═════ Record set

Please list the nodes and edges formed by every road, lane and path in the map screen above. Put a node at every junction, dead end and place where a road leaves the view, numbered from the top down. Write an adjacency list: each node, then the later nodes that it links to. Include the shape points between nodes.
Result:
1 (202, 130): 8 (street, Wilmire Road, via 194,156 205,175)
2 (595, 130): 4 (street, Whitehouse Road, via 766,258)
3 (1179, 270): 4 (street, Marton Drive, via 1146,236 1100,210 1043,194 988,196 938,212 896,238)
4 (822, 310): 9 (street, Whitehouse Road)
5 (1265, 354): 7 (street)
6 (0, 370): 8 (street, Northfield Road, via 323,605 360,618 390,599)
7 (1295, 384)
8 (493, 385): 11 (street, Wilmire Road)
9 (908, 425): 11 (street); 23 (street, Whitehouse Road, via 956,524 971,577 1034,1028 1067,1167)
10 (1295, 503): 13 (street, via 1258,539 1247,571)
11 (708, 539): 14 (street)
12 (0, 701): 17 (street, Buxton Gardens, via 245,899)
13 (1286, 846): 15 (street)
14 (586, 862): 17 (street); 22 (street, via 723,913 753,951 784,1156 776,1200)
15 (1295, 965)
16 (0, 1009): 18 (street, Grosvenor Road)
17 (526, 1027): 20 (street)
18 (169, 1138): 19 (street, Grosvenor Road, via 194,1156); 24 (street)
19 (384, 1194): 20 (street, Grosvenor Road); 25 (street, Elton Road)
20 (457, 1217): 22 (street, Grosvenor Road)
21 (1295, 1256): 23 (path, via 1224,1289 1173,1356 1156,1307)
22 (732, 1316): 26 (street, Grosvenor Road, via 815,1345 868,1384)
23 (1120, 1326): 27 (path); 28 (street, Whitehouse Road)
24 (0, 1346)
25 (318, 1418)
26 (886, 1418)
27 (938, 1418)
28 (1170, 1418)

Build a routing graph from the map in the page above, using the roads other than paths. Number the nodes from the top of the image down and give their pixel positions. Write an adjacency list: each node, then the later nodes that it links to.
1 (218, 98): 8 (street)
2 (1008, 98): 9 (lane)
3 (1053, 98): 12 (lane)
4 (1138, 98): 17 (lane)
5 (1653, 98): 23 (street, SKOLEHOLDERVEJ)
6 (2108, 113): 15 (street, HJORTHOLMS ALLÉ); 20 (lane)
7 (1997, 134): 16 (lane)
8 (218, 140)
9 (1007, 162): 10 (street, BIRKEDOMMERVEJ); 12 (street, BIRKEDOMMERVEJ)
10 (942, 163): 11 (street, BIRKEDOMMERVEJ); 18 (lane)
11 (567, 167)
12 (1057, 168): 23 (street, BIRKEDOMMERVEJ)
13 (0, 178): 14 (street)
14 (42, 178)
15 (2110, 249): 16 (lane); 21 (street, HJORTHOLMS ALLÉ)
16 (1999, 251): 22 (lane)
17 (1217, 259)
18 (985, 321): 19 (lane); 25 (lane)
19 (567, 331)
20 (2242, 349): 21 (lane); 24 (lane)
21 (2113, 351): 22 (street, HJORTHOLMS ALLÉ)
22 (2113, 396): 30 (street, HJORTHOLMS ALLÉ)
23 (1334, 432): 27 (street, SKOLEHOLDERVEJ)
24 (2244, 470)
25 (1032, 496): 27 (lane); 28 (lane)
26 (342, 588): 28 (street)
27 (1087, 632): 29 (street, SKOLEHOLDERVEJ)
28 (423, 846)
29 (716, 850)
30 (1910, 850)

══════════

Task requirements
Could you reproduce all of the entries exactly as they appear?

Answer section
Please list the nodes and edges formed by every road, lane and path in the map screen above. Put a node at every junction, dead end and place where a road leaves the view, numbered from the top down. Write an adjacency list: each node, then the later nodes that it links to. Include the shape points between nodes.
Result:
1 (202, 130): 8 (street, Wilmire Road, via 194,156 205,175)
2 (595, 130): 4 (street, Whitehouse Road, via 766,258)
3 (1179, 270): 4 (street, Marton Drive, via 1146,236 1100,210 1043,194 988,196 938,212 896,238)
4 (822, 310): 9 (street, Whitehouse Road)
5 (1265, 354): 7 (street)
6 (0, 370): 8 (street, Northfield Road, via 323,605 360,618 390,599)
7 (1295, 384)
8 (493, 385): 11 (street, Wilmire Road)
9 (908, 425): 11 (street); 23 (street, Whitehouse Road, via 956,524 971,577 1034,1028 1067,1167)
10 (1295, 503): 13 (street, via 1258,539 1247,571)
11 (708, 539): 14 (street)
12 (0, 701): 17 (street, Buxton Gardens, via 245,899)
13 (1286, 846): 15 (street)
14 (586, 862): 17 (street); 22 (street, via 723,913 753,951 784,1156 776,1200)
15 (1295, 965)
16 (0, 1009): 18 (street, Grosvenor Road)
17 (526, 1027): 20 (street)
18 (169, 1138): 19 (street, Grosvenor Road, via 194,1156); 24 (street)
19 (384, 1194): 20 (street, Grosvenor Road); 25 (street, Elton Road)
20 (457, 1217): 22 (street, Grosvenor Road)
21 (1295, 1256): 23 (path, via 1224,1289 1173,1356 1156,1307)
22 (732, 1316): 26 (street, Grosvenor Road, via 815,1345 868,1384)
23 (1120, 1326): 27 (path); 28 (street, Whitehouse Road)
24 (0, 1346)
25 (318, 1418)
26 (886, 1418)
27 (938, 1418)
28 (1170, 1418)

Build a routing graph from the map in the page above, using the roads other than paths. Number the nodes from the top of the image down and give their pixel positions. Write an adjacency list: each node, then the later nodes that it links to.
1 (218, 98): 8 (street)
2 (1008, 98): 9 (lane)
3 (1053, 98): 12 (lane)
4 (1138, 98): 17 (lane)
5 (1653, 98): 23 (street, SKOLEHOLDERVEJ)
6 (2108, 113): 15 (street, HJORTHOLMS ALLÉ); 20 (lane)
7 (1997, 134): 16 (lane)
8 (218, 140)
9 (1007, 162): 10 (street, BIRKEDOMMERVEJ); 12 (street, BIRKEDOMMERVEJ)
10 (942, 163): 11 (street, BIRKEDOMMERVEJ); 18 (lane)
11 (567, 167)
12 (1057, 168): 23 (street, BIRKEDOMMERVEJ)
13 (0, 178): 14 (street)
14 (42, 178)
15 (2110, 249): 16 (lane); 21 (street, HJORTHOLMS ALLÉ)
16 (1999, 251): 22 (lane)
17 (1217, 259)
18 (985, 321): 19 (lane); 25 (lane)
19 (567, 331)
20 (2242, 349): 21 (lane); 24 (lane)
21 (2113, 351): 22 (street, HJORTHOLMS ALLÉ)
22 (2113, 396): 30 (street, HJORTHOLMS ALLÉ)
23 (1334, 432): 27 (street, SKOLEHOLDERVEJ)
24 (2244, 470)
25 (1032, 496): 27 (lane); 28 (lane)
26 (342, 588): 28 (street)
27 (1087, 632): 29 (street, SKOLEHOLDERVEJ)
28 (423, 846)
29 (716, 850)
30 (1910, 850)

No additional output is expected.